Segment Start: Records for this exercise

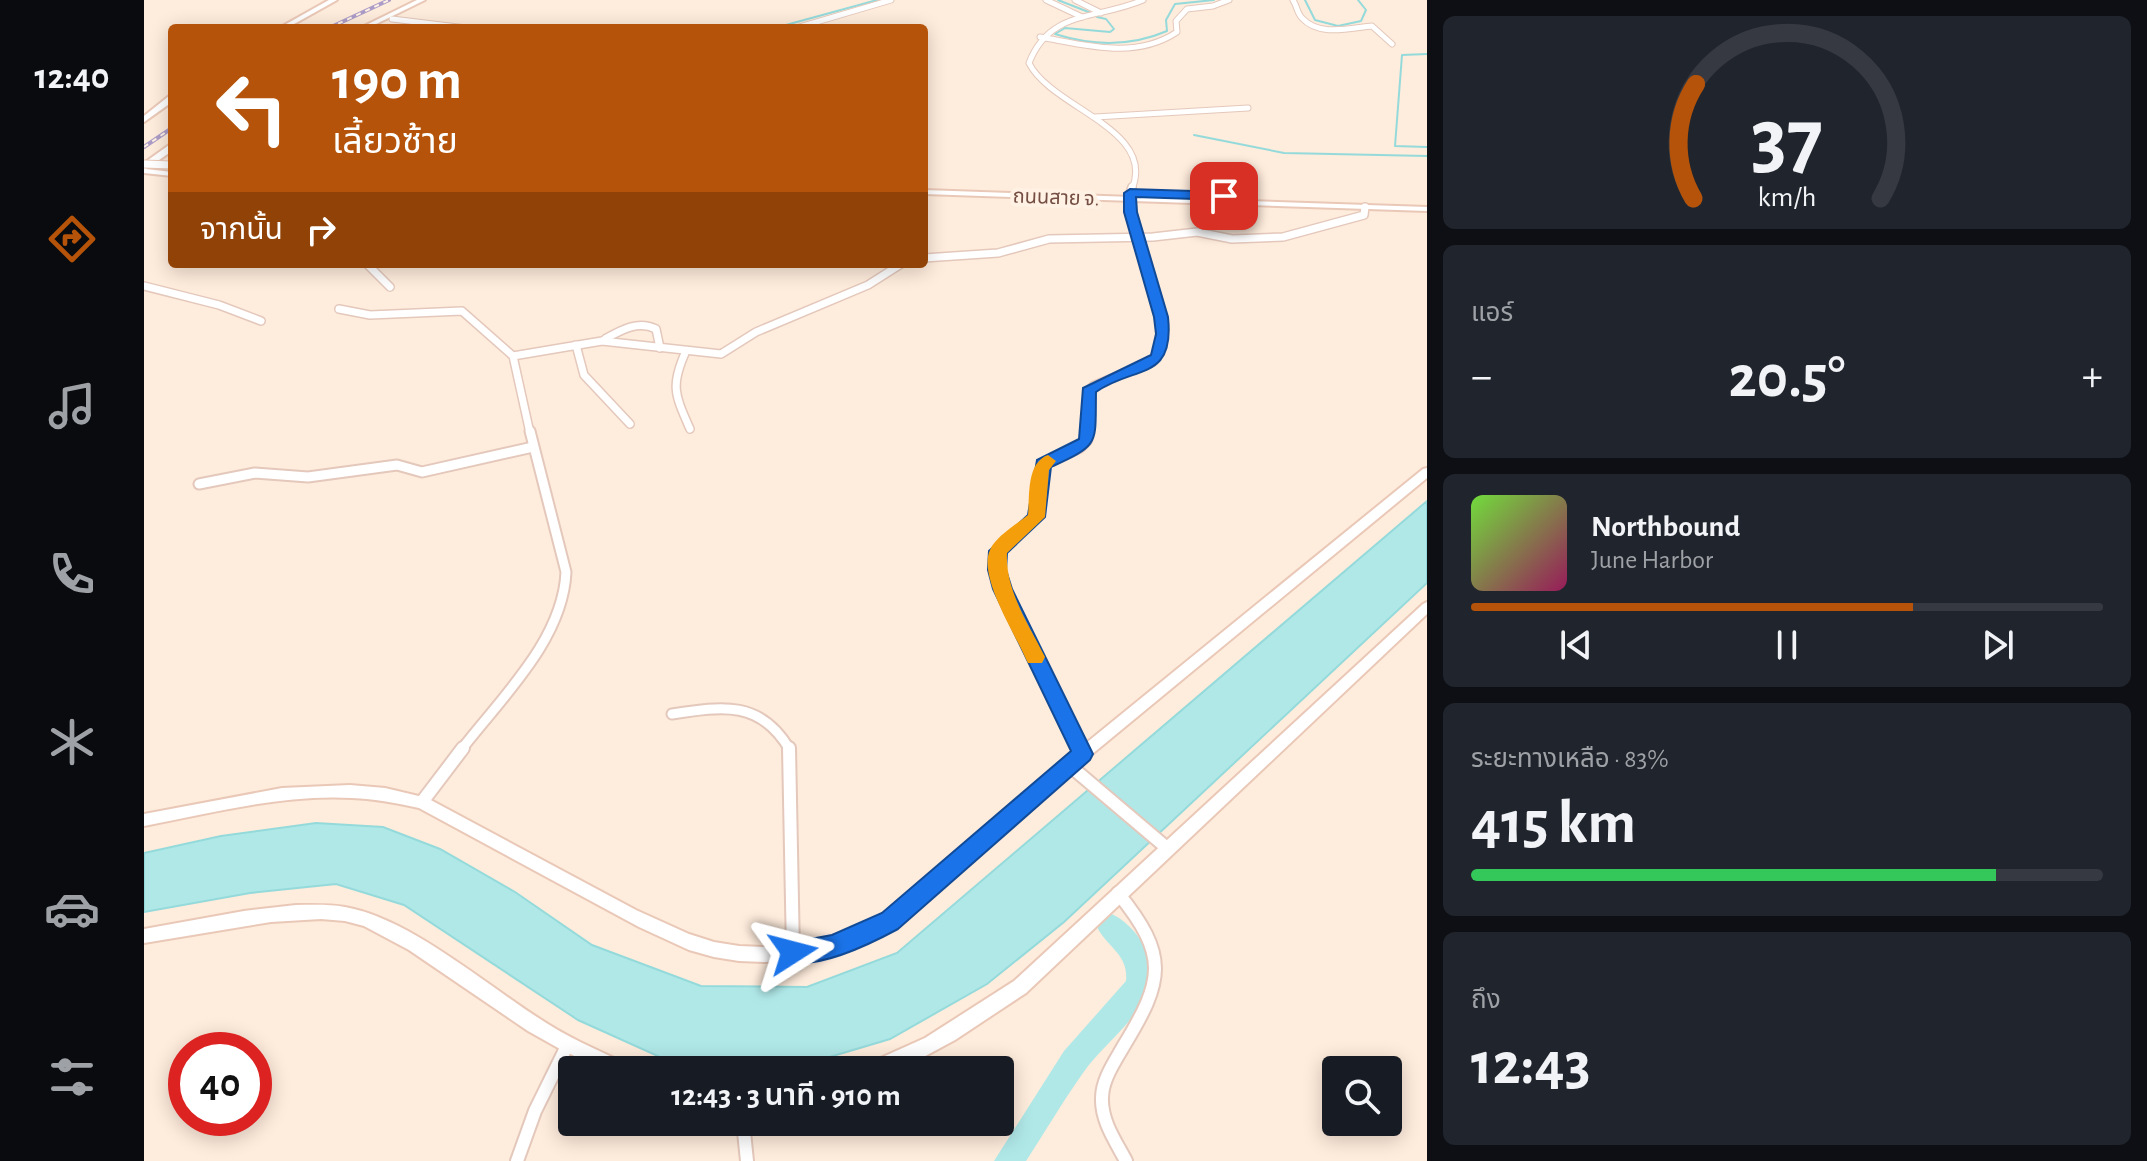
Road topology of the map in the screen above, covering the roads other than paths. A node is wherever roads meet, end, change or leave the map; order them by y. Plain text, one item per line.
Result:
1 (334, 0) edge
2 (422, 0) edge
3 (432, 0) edge
4 (891, 0) edge
5 (1046, 0) edge
6 (1075, 0) edge
7 (1143, 0) edge
8 (1229, 0) edge
9 (1293, 0) edge
10 (1101, 13) junction
11 (1082, 17) junction
12 (388, 18) junction
13 (289, 24) edge
14 (373, 24) edge
15 (380, 24) edge
16 (435, 24) edge
17 (810, 24) edge
18 (1040, 37) junction
19 (1392, 44) dead end
20 (168, 101) edge
21 (1248, 108) dead end
22 (1095, 117) junction
23 (144, 120) edge
24 (168, 144) edge
25 (168, 150) edge
26 (168, 156) edge
27 (148, 162) edge
28 (168, 163) edge
29 (168, 173) edge
30 (168, 176) edge
31 (144, 179) edge
32 (928, 185) edge
33 (928, 192) edge
34 (1130, 197) junction
35 (1427, 202) edge
36 (1365, 207) junction
37 (1427, 209) edge
38 (1139, 237) junction
39 (928, 258) edge
40 (371, 268) edge
41 (895, 268) edge
42 (144, 286) edge
43 (390, 287) dead end
44 (339, 309) dead end
45 (261, 321) dead end
46 (602, 341) junction
47 (576, 345) junction
48 (660, 348) junction
49 (686, 351) junction
50 (513, 356) junction
51 (630, 424) dead end
52 (690, 429) dead end
53 (533, 447) junction
54 (1427, 472) edge
55 (199, 484) dead end
56 (1427, 607) edge
57 (672, 714) dead end
58 (1083, 754) junction
59 (1069, 765) junction
60 (422, 802) junction
61 (144, 820) edge
62 (1167, 848) junction
63 (1118, 893) junction
64 (144, 936) edge
65 (793, 952) junction
66 (568, 1044) junction
67 (592, 1056) edge
68 (906, 1056) edge
69 (744, 1136) edge
70 (517, 1161) edge
71 (747, 1161) edge
72 (1126, 1161) edge

1 - 13 street
2 - 12 street
3 - 12 street
4 - 17 street
5 - 11 street
6 - 10 street
7 - 10 street
8 - 18 street
9 - 19 street
10 - 11 street
11 - 18 street
12 - 14 street
12 - 15 street
12 - 16 street
18 - 22 street
20 - 23 street
21 - 22 street
22 - 34 street
24 - 27 street
25 - 27 street
26 - 27 street
27 - 28 street, bridge
27 - 29 street
30 - 31 street
32 - 34 street, ถนนสาย จ.
33 - 34 street, ถนนสาย จ.
34 - 35 street, ถนนสาย จ.
34 - 36 street, ถนนสาย จ.
34 - 38 street
36 - 37 street, ถนนสาย จ.
36 - 38 street
38 - 39 street
38 - 58 street
40 - 43 street
41 - 49 street
42 - 45 street
44 - 50 street
46 - 47 street
46 - 48 street
46 - 48 street
47 - 50 street
47 - 51 street
48 - 49 street
49 - 52 street
50 - 53 street
53 - 55 street
53 - 60 street
54 - 58 street
56 - 62 street
57 - 65 street
58 - 59 street
59 - 62 street
59 - 65 street
60 - 61 street
60 - 65 street
62 - 63 street
63 - 68 street
63 - 72 street
64 - 66 street
66 - 67 street
66 - 70 street
69 - 71 street

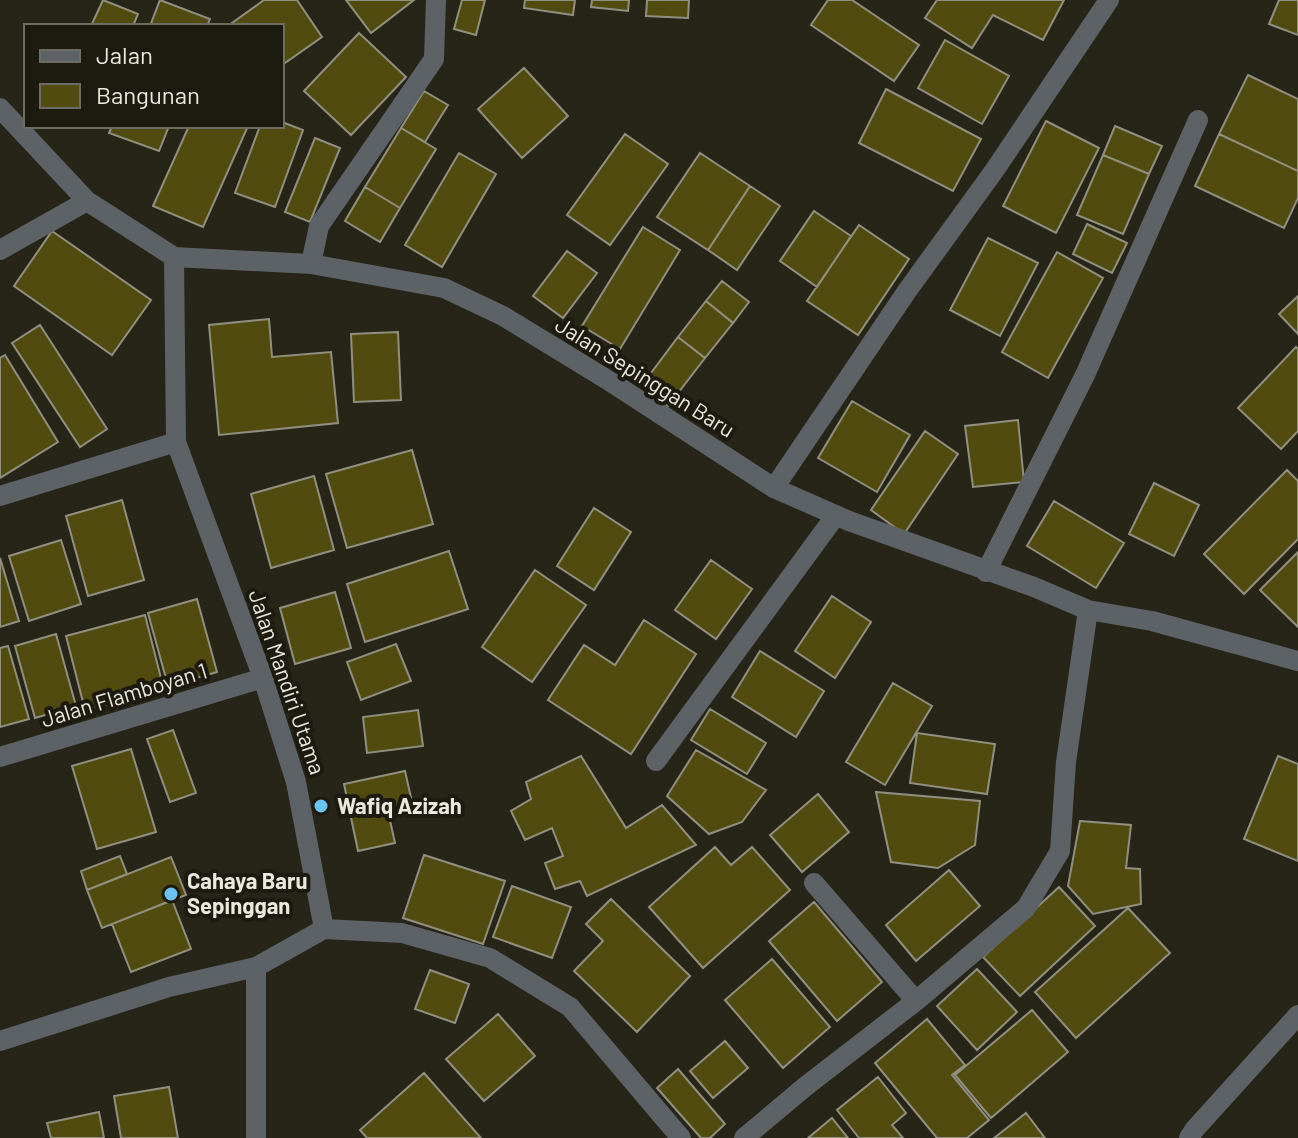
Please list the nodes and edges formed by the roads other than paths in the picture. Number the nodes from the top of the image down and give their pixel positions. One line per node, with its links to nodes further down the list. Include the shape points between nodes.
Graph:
1 (436, 0): 8 (street, via 434,59 319,226)
2 (1109, 0): 10 (street)
3 (0, 108): 5 (street, Jalan Sepinggan Baru)
4 (1198, 120): 13 (street, via 1085,375)
5 (87, 201): 6 (street); 7 (street, Jalan Sepinggan Baru)
6 (0, 250)
7 (174, 257): 8 (street, Jalan Sepinggan Baru); 9 (street, Jalan Mandiri Utama)
8 (311, 264): 10 (street, Jalan Sepinggan Baru, via 444,288 503,316)
9 (176, 442): 11 (street); 16 (street, Jalan Mandiri Utama)
10 (774, 488): 12 (street, Jalan Sepinggan Baru)
11 (0, 496)
12 (836, 515): 13 (street, Jalan Sepinggan Baru); 18 (street)
13 (986, 572): 14 (street, Jalan Sepinggan Baru)
14 (1088, 610): 15 (street, Jalan Sepinggan Baru, via 1152,621); 22 (street, via 1066,762 1060,851 1026,908)
15 (1298, 661)
16 (263, 678): 17 (street, Jalan Flamboyan 1); 20 (street, Jalan Mandiri Utama, via 296,782)
17 (0, 757)
18 (656, 761)
19 (814, 883): 22 (street)
20 (324, 929): 21 (street); 27 (street, via 402,933 490,958 570,1007)
21 (256, 967): 24 (street, via 169,987); 26 (street)
22 (916, 1001): 25 (street)
23 (1298, 1015): 28 (street)
24 (0, 1041)
25 (750, 1136)
26 (256, 1138)
27 (681, 1138)
28 (1189, 1138)

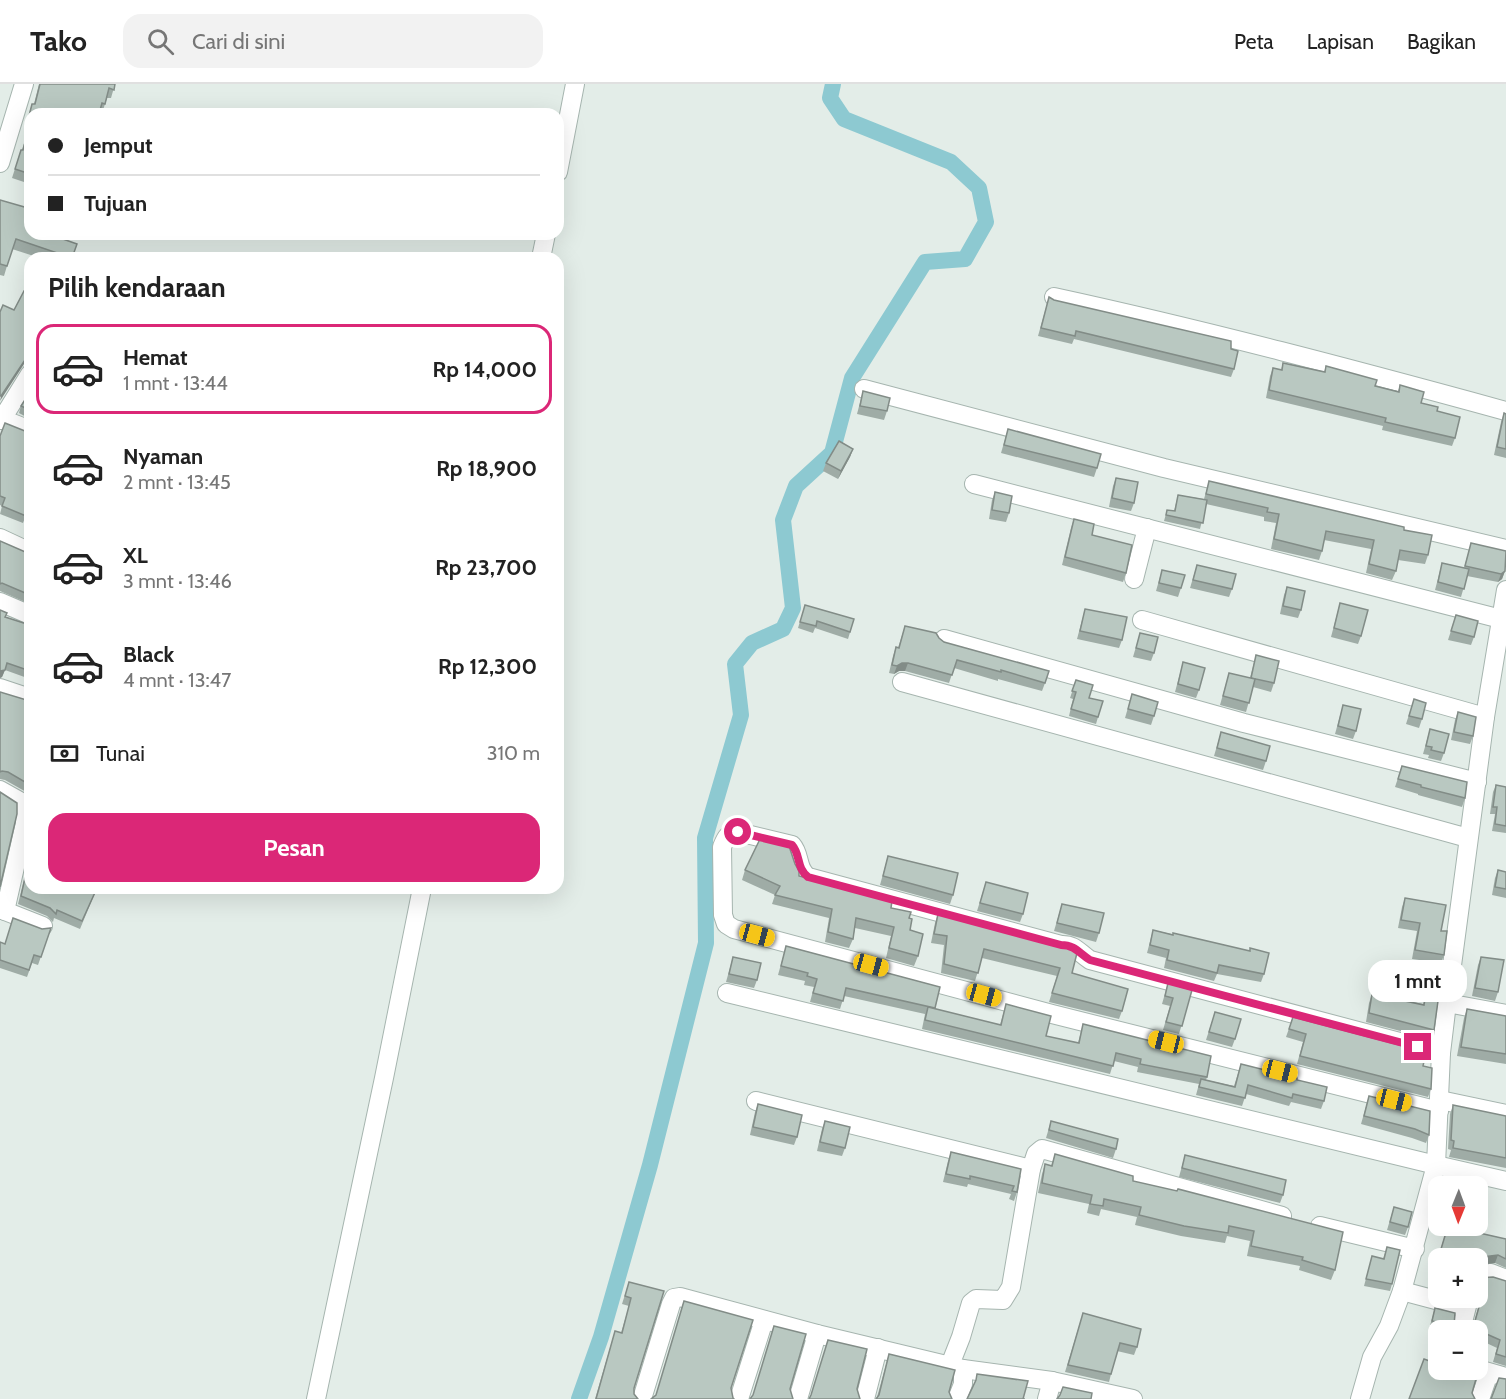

Segment End: Records for this exercise

What you are asked to do:
Scan the listing above for the word "paths" and copy every line that holds it.

Reply to the task:
Road topology of the map in the screen above, covering the roads other than paths. A node is wherever roads meet, end, change or leave the map; order them by y. Plain text, one item per line.
Please list the nodes and edges formed by the roads other than paths in the picture. Number the nodes from the top of the image down and give their pixel positions. One line per node, with its links to nodes further down the list. Include the shape points between nodes.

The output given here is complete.